Now, as the costs of organizing dispersed people get lower thanks to new technologies, we’re seeing increasing opportunities to form ad hoc coalitions supporting and opposing policy changes with more dispersed costs and benefits – which is good, and works to erode the asymmetry that generates a lot of bad policy. But incumbent constituencies have the advantage of already being organized and able to invest resources in identifying policy changes that implicate their interests. If ten complex regulations are under consideration, and one creates a large benefit to an incumbent constituent while imposing smaller costs on a much larger group of people, it’s a great advantage if the incumbent is aware of the range of options in advance, and can push for their favored option, while the dispersed losers only become cognizant of it when the papers report on the passage of a specific rule and slowly begin teasing out its implications.

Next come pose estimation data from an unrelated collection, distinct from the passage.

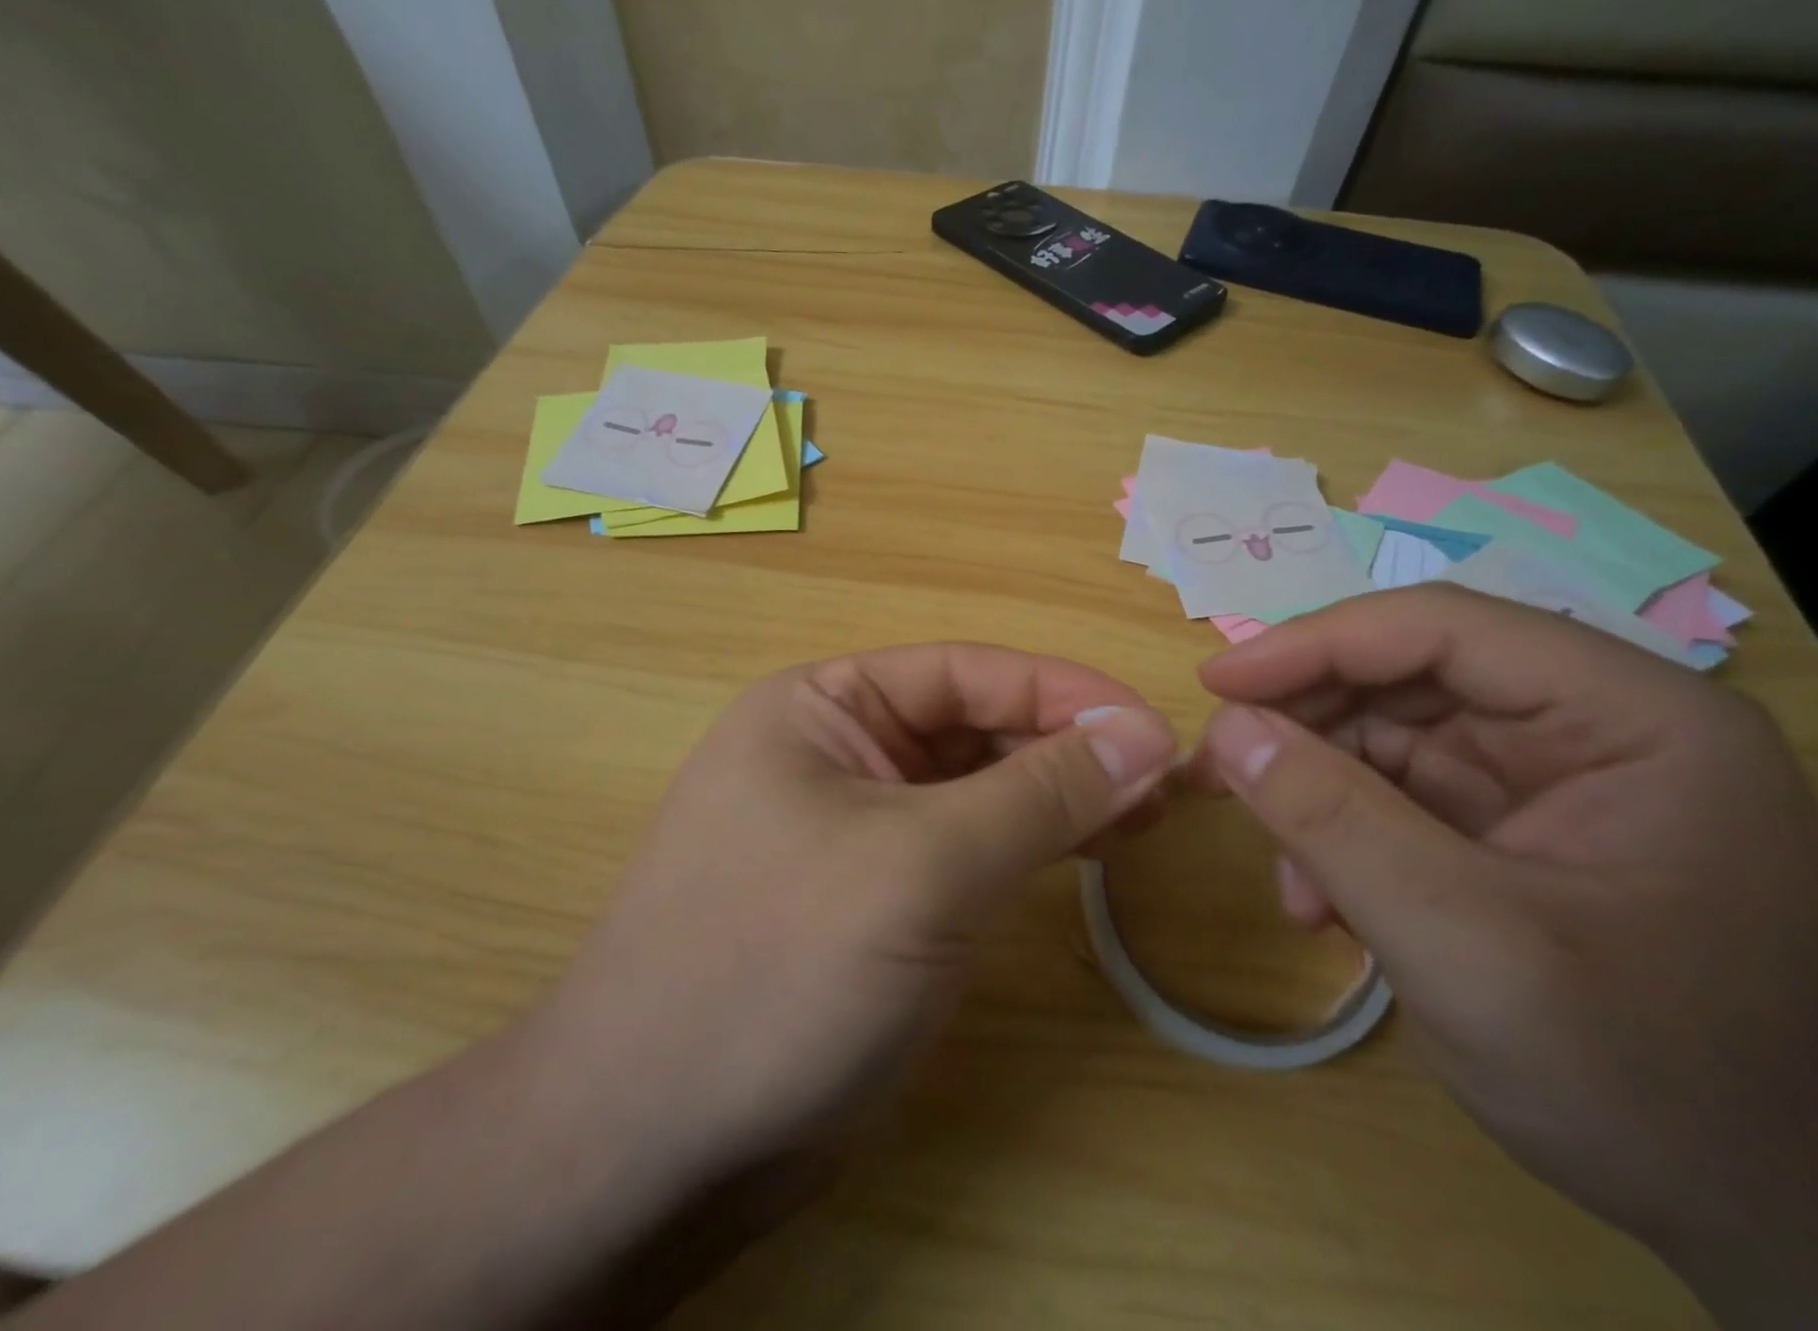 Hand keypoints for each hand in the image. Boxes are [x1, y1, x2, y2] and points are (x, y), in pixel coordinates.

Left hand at [532, 643, 1175, 1190]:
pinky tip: (1089, 846)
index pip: (966, 672)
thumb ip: (1039, 793)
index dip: (1066, 692)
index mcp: (823, 706)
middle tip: (1166, 779)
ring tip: (1146, 810)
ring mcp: (857, 823)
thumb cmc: (777, 969)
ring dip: (1059, 791)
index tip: (1157, 728)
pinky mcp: (876, 892)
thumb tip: (1146, 732)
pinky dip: (1030, 839)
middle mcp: (838, 749)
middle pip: (976, 724)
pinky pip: (968, 842)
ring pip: (978, 784)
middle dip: (1069, 745)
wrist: (651, 1145)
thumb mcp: (921, 866)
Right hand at [1191, 585, 1817, 1330]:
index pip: (1441, 630)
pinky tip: (1324, 905)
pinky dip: (1344, 838)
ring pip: (1389, 739)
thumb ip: (1334, 822)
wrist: (1771, 1229)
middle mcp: (1594, 727)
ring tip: (1285, 873)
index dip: (1313, 644)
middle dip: (1305, 727)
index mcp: (1633, 717)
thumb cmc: (1647, 1083)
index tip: (1214, 686)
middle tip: (1215, 772)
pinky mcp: (1517, 830)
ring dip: (1317, 795)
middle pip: (1407, 679)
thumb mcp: (1466, 946)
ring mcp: (1554, 780)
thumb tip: (1224, 729)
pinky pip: (1399, 798)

Put somewhat more briefly: Technology that lowers organizing costs can radically upset a truly pernicious public choice dynamic, but only if the information necessary to catalyze the formation of a blocking coalition is out there in a form that allows it to be sifted and analyzed by crowdsourced methods first. Transparency matters less when organizing costs are high, because the fight is ultimately going to be decided by a punch up between large, concentrated interest groups for whom the cost of hiring experts to learn about and analyze the implications of potential policy changes is relatively trivial. As transaction costs fall, and there’s potential for spontaneous, self-identifying coalitions to form, those information costs loom much larger. The timely availability – and aggregability – of information about the process of policy formation and its likely consequences then suddenly becomes a key determinant of the power of incumbent constituencies to control policy and extract rents.